If you are using Windows Vista or Windows 7, select Control Panel → Uninstall a Program.
If you are using Windows 8, simply drag your mouse pointer to the right edge of the screen, select Search from the list and search for "control panel".
Or you can right-click on a bottom left hot corner (formerly known as the Start button) and select Control panel from there.
3. When the Add/Remove Programs or the Uninstall a Program screen is displayed, scroll through the list of currently installed programs and remove the following:
- Video Download Helper
- HD-Plus 3.5
- and any other recently installed application
Simply select each application and click Remove.

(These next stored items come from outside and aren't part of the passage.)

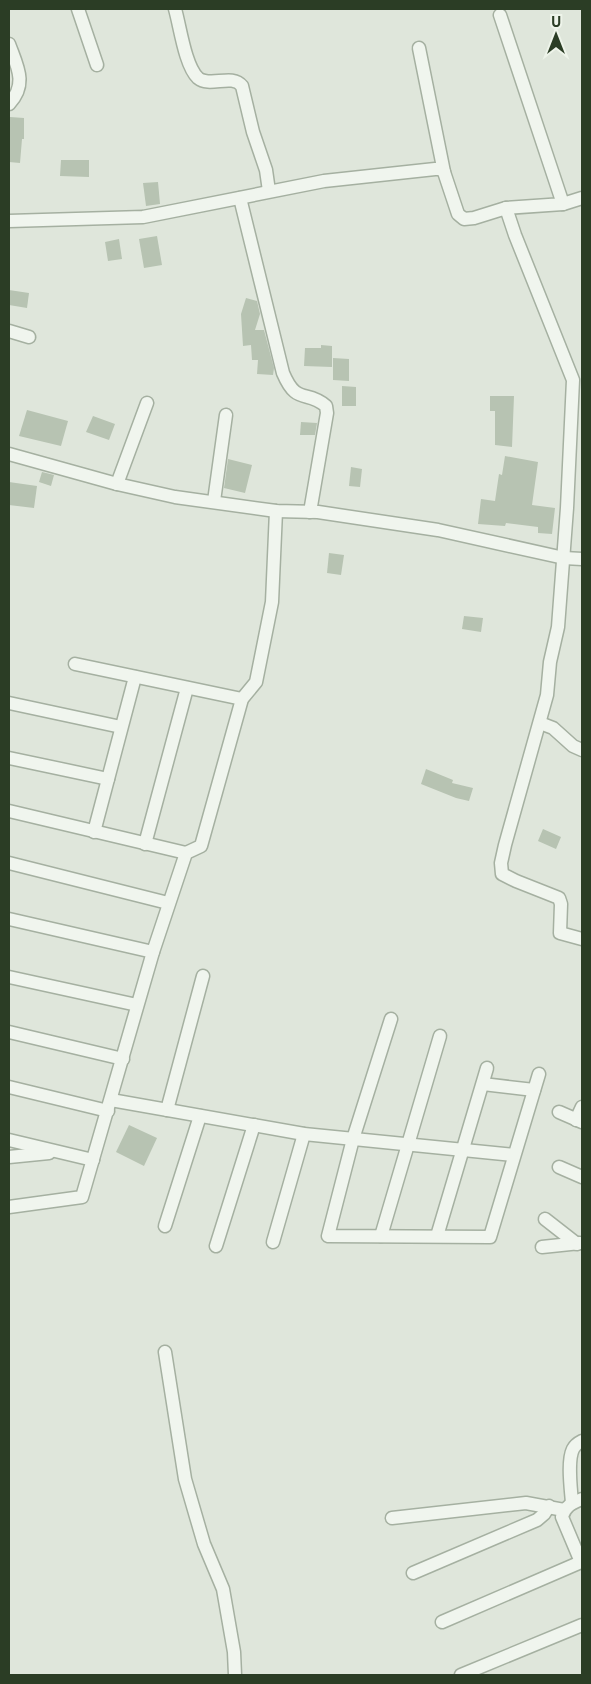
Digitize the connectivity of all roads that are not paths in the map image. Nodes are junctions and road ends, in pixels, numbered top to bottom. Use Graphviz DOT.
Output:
graph roads {
  1 [pos="78,9"];
  2 [pos="175,9"];
  3 [pos="500,14"];
  4 [pos="9,44"];
  5 [pos="420,48"];
  6 [pos="97,65"];
  7 [pos="9,104"];
  8 [pos="444,172"];
  9 [pos="269,191"];
  10 [pos="240,198"];
  11 [pos="582,198"];
  12 [pos="563,204"];
  13 [pos="506,208"];
  14 [pos="9,221"];
  15 [pos="9,331"];
  16 [pos="28,337"];
  17 [pos="578,378"];
  18 [pos="147,403"];
  19 [pos="226,415"];
  20 [pos="9,454"];
  21 [pos="117,484"];
  22 [pos="214,501"];
  23 [pos="276,511"];
  24 [pos="310,512"];
  25 [pos="564,558"];
  26 [pos="582,559"];
  27 [pos="75,664"];
  28 [pos="135,677"];
  29 [pos="187,688"];
  30 [pos="242,699"];
  31 [pos="9,703"];
  32 [pos="540,723"];
  33 [pos="122,727"];
  34 [pos="582,750"];
  35 [pos="9,758"];
  36 [pos="108,779"];
  37 [pos="9,811"];
  38 [pos="94,832"];
  39 [pos="145,844"];
  40 [pos="186,854"];
  41 [pos="9,863"];
  42 [pos="168,903"];
  43 [pos="9,919"];
  44 [pos="582,939"];
  45 [pos="153,952"];
  46 [pos="203,976"];
  47 [pos="9,977"];
  48 [pos="137,1005"];
  49 [pos="391,1019"];
  50 [pos="9,1032"];
  51 [pos="440,1036"];
  52 [pos="123,1059"];
  53 [pos="487,1068"];
  54 [pos="539,1074"];
  55 [pos="482,1084"];
  56 [pos="9,1087"];
  57 [pos="534,1090"];
  58 [pos="109,1106"];
  59 [pos="582,1107"];
  60 [pos="167,1110"];
  61 [pos="559,1112"];
  62 [pos="200,1116"];
  63 [pos="579,1121"];
  64 [pos="254,1125"];
  65 [pos="304,1134"];
  66 [pos="354,1139"];
  67 [pos="9,1140"];
  68 [pos="408,1144"];
  69 [pos="463,1150"];
  70 [pos="60,1152"];
  71 [pos="514,1155"];
  72 [pos="9,1157"];
  73 [pos="93,1160"];
  74 [pos="559,1167"];
  75 [pos="582,1177"];
  76 [pos="9,1207"];
  77 [pos="545,1219"];
  78 [pos="166,1226"];
  79 [pos="381,1236"];
  80 [pos="437,1236"];
  81 [pos="273,1242"];
  82 [pos="579,1243"];
  83 [pos="216,1246"];
  84 [pos="542,1247"];
  85 [pos="166,1352"];
  86 [pos="582,1441"];
  87 [pos="573,1504"];
  88 [pos="549,1506"];
  89 [pos="392,1518"];
  90 [pos="582,1563"];
  91 [pos="413,1573"];
  92 [pos="442,1622"];
  93 [pos="582,1625"];
  94 [pos="235,1675"];
  95 [pos="466,1675"];
  1 -- 6 [label="street"];
  2 -- 9 [label="street"];
  3 -- 12 [label="street"];
  4 -- 7 [label="street"];
  5 -- 8 [label="street"];
  8 -- 9 [label="street"];
  8 -- 13 [label="street"];
  9 -- 10 [label="street"];
  10 -- 14 [label="street"];
  10 -- 24 [label="street"];
  11 -- 12 [label="street"];
  12 -- 13 [label="street"];
  13 -- 17 [label="street"];
  15 -- 16 [label="street"];
  17 -- 25 [label="street"];
  18 -- 21 [label="street"];
  19 -- 22 [label="street"];
  20 -- 21 [label="street"];
  21 -- 22 [label="street"];
  22 -- 23 [label="street"];
  23 -- 24 [label="street"];
  23 -- 30 [label="street"];
  24 -- 25 [label="street"];
  25 -- 26 [label="street"];
  25 -- 32 [label="street"];
  27 -- 28 [label="street"];
  28 -- 29 [label="street"];
  28 -- 33 [label="street"];
  29 -- 30 [label="street"];
  29 -- 39 [label="street"];
  30 -- 40 [label="street"];
  31 -- 33 [label="street"];
  32 -- 34 [label="street"];
  32 -- 44 [label="street"];
  33 -- 36 [label="street"];
  35 -- 36 [label="street"];
  36 -- 38 [label="street"];
  37 -- 38 [label="street"];
  38 -- 39 [label="street"];
  39 -- 40 [label="street"];
  40 -- 42 [label="street"];
  41 -- 42 [label="street"];
  42 -- 45 [label="street"];
  43 -- 45 [label="street"];
  45 -- 48 [label="street"];
  46 -- 60 [label="street"];
  47 -- 48 [label="street"];
  48 -- 52 [label="street"];
  49 -- 66 [label="street"];
  50 -- 52 [label="street"];
  51 -- 68 [label="street"];
  52 -- 58 [label="street"];
  53 -- 55 [label="street"];
  54 -- 57 [label="street"];
  55 -- 57 [label="street"];
  55 -- 69 [label="street"];
  56 -- 58 [label="street"];
  57 -- 71 [label="street"];
  58 -- 60 [label="street"];
  58 -- 73 [label="street"];
  59 -- 63 [label="street"];
  60 -- 62 [label="street"];
  61 -- 63 [label="street"];
  62 -- 64 [label="street"];
  62 -- 78 [label="street"];
  64 -- 65 [label="street"];
  64 -- 83 [label="street"];
  65 -- 66 [label="street"];
  65 -- 81 [label="street"];
  66 -- 68 [label="street"];
  66 -- 79 [label="street"];
  67 -- 70 [label="street"];
  68 -- 69 [label="street"];
  68 -- 79 [label="street"];
  69 -- 71 [label="street"];
  69 -- 80 [label="street"];
  70 -- 72 [label="street"];
  70 -- 73 [label="street"];
  71 -- 80 [label="street"];
  73 -- 76 [label="street"];
  74 -- 75 [label="street"];
  77 -- 82 [label="street"];
  79 -- 80 [label="street"];
  82 -- 84 [label="street"];
  85 -- 94 [label="street"];
  86 -- 87 [label="street"];
  87 -- 88 [label="street"];
  87 -- 90 [label="street"];
  88 -- 89 [label="street"];
  88 -- 91 [label="street"];
  90 -- 92 [label="street"];
  93 -- 95 [label="street"];
}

If you are using Windows Vista, Windows 7 or Windows 8, click Uninstall up near the top of that window. When you're done, please close the Control Panel screen.
Remove "App of the day" ad text from Google Chrome:
1. Click on Chrome menu button. Go to Tools → Extensions.
2. Click on the trashcan icon to remove LyricsSay, Video Download Helper, SavingsBull, HD-Plus 3.5 and other extensions that you do not recognize.
Remove "App of the day" ad text from Mozilla Firefox:
1. Open Mozilla Firefox. Go to Tools → Add-ons.
2. Select Extensions. Click Remove button to remove LyricsSay, Video Download Helper, SavingsBull, HD-Plus 3.5 and other extensions that you do not recognize.
Remove "App of the day" ad text from Internet Explorer:
1. Open Internet Explorer. Go to Tools → Manage Add-ons. If you have the latest version, simply click on the Settings button.
2. Select Toolbars and Extensions. Click Remove/Disable button to remove the browser add-ons listed above.